Os últimos dias não têm sido dos melhores para o prefeito de Palmas e pré-candidato a governador, Carlos Amastha (PSB). Após reuniões na capital com temas voltados para a economia local, não terem dado certo e amargarem uma fraca participação popular e sem contar ver seu nome indiciado pela Polícia Federal, por suposto ato de corrupção, agora veio uma cobrança partidária.

O presidente nacional do PSB, Carlos Roberto Siqueira de Barros, exigiu de Amastha um nome na legenda com poder de juntar votos na disputa por uma cadeira de deputado federal. A exigência do dirigente nacional, na verdade não é apenas para o Tocantins, todos os outros estados têm a obrigação de apresentar nomes competitivos para a Câmara, pois são os votos destinados a deputado federal que valem para todos os cálculos eleitorais, desde fundo partidário, tempo de Rádio e TV, entre outros.

A princípio, Amastha tinha apresentado a direção nacional do PSB, o nome de Adir Gentil, como nome escalado para juntar os votos dentro do PSB, mas para tentar aglutinar mais legendas em torno de seu projeto, Amastha teve de abrir mão de Gentil no PSB, e fez o subprefeito migrar para o PODEMOS, onde também disputará vaga na Câmara Federal.

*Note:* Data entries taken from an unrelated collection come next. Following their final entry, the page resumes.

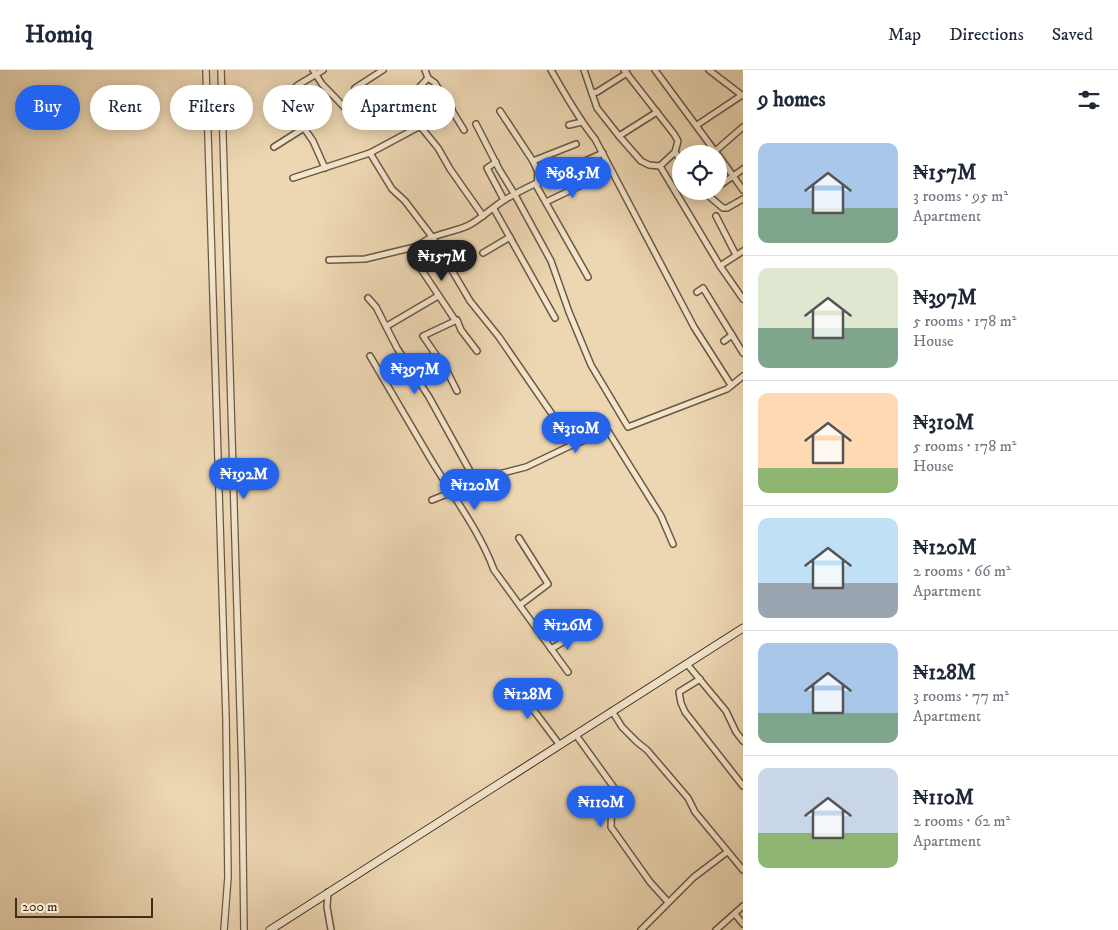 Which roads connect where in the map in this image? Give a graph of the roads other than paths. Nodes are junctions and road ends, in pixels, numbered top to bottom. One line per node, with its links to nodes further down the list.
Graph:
1 (206, 70): 110 (street)
2 (221, 70): 111 (street)
3 (323, 70): 10 (street)
4 (383, 70): 14 (street)
5 (425, 70): 12 (street)
6 (551, 70): 23 (street)
7 (584, 70): 17 (street)
8 (655, 70): 26 (street)
9 (709, 70): 18 (street)
10 (315, 72): 13 (street); 19 (street)
11 (626, 72): 17 (street); 21 (street)
12 (428, 78): 15 (street); 16 (street)
13 (298, 85)
14 (360, 85)
15 (421, 85)
16 (436, 85)
17 (592, 93): 31 (street)
18 (742, 96): 26 (street)
19 (342, 105)
20 (500, 111): 40 (street)
21 (657, 112): 31 (street); 33 (street)
22 (455, 114): 30 (street)
23 (582, 122): 25 (street); 38 (street)
24 (476, 124): 41 (street)
25 (570, 125)
26 (697, 125): 34 (street)
27 (743, 127): 35 (street)
28 (413, 130): 37 (street)
29 (423, 130): 58 (street)
30 (464, 130)
31 (619, 136): 42 (street)
32 (576, 144): 40 (street)
33 (677, 145)
34 (710, 145)
35 (725, 145)
36 (274, 147): 43 (street)
37 (370, 153): 43 (street); 61 (street)
38 (603, 153): 49 (street); 82 (street)
39 (672, 155): 42 (street)
40 (533, 161): 49 (street)
41 (496, 162): 52 (street); 54 (street)
42 (660, 166): 67 (street)
43 (326, 168): 47 (street)
44 (727, 168): 46 (street)
45 (743, 169): 46 (street)
46 (734, 177): 50 (street); 51 (street)
47 (293, 178)
48 (592, 180): 56 (street)
49 (538, 181): 52 (street); 56 (street)
50 (727, 181)
51 (743, 190)
52 (515, 195): 54 (street); 82 (street)
53 (743, 199): 55 (street)
54 (504, 200): 57 (street)
55 (715, 200)
56 (546, 202): 68 (street)
57 (494, 209): 58 (street); 60 (street)
58 (483, 216): 61 (street)
59 (716, 216): 65 (street)
60 (510, 237): 64 (street); 73 (street)
61 (432, 238): 62 (street); 84 (street)
62 (419, 246): 66 (street); 70 (street)
63 (743, 251): 65 (street)
64 (483, 253)
65 (736, 256): 67 (street)
66 (329, 260)
67 (720, 266): 72 (street)
68 (588, 278)
69 (697, 292): 76 (street)
70 (438, 296): 74 (street); 75 (street)
71 (368, 298): 75 (street)
72 (743, 299)
73 (555, 318)
74 (455, 320): 78 (street); 83 (street)
75 (387, 326): 85 (street)
76 (732, 335): 77 (street); 79 (street)
77 (724, 341)
78 (476, 350)
79 (743, 353)
80 (370, 356): 86 (street)
81 (743, 376): 82 (street)
82 (731, 385)
83 (457, 390)
84 (572, 445): 85 (street); 89 (street)
85 (476, 482): 86 (street)
86 (452, 491): 87 (street); 90 (street)
87 (432, 500)
88 (519, 538): 90 (street)
89 (672, 544)
90 (520, 605): 93 (street)
91 (743, 628): 94 (main road)
92 (573, 636): 93 (street)
93 (551, 649): 95 (street)
94 (688, 664): 96 (street); 98 (main road)
95 (568, 672)
96 (700, 679): 100 (street); 102 (street)
97 (514, 684): 101 (street)
98 (612, 711): 99 (main road); 103 (street)
99 (576, 735): 101 (main road); 106 (street)
100 (743, 741)
101 (559, 744): 105 (main road)
102 (743, 786)
103 (727, 852): 104 (street); 106 (street)
104 (743, 870)
105 (328, 892): 112 (main road); 113 (street)
106 (668, 902): 114 (street)
107 (743, 906): 108 (street)
108 (735, 914): 109 (street); 115 (street)
109 (743, 924)
110 (224, 930)
111 (244, 930)
112 (270, 930)
113 (331, 930)
114 (641, 930)
115 (716, 930)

O problema é que Amastha não esperava a severa cobrança de Carlos Roberto Siqueira, quanto ao nome que canalizaria votos dentro da legenda. Essa exigência fez com que Amastha, na noite de segunda-feira, 18, tivesse de desfazer o projeto pensado para o vereador e pupilo, Tiago Andrino (PSB), que até então disputaria uma vaga de deputado estadual e terá agora de pleitear uma de federal, cargo que já sofreu uma derrota em 2014 ao lado do ex-governador Sandoval Cardoso (SD).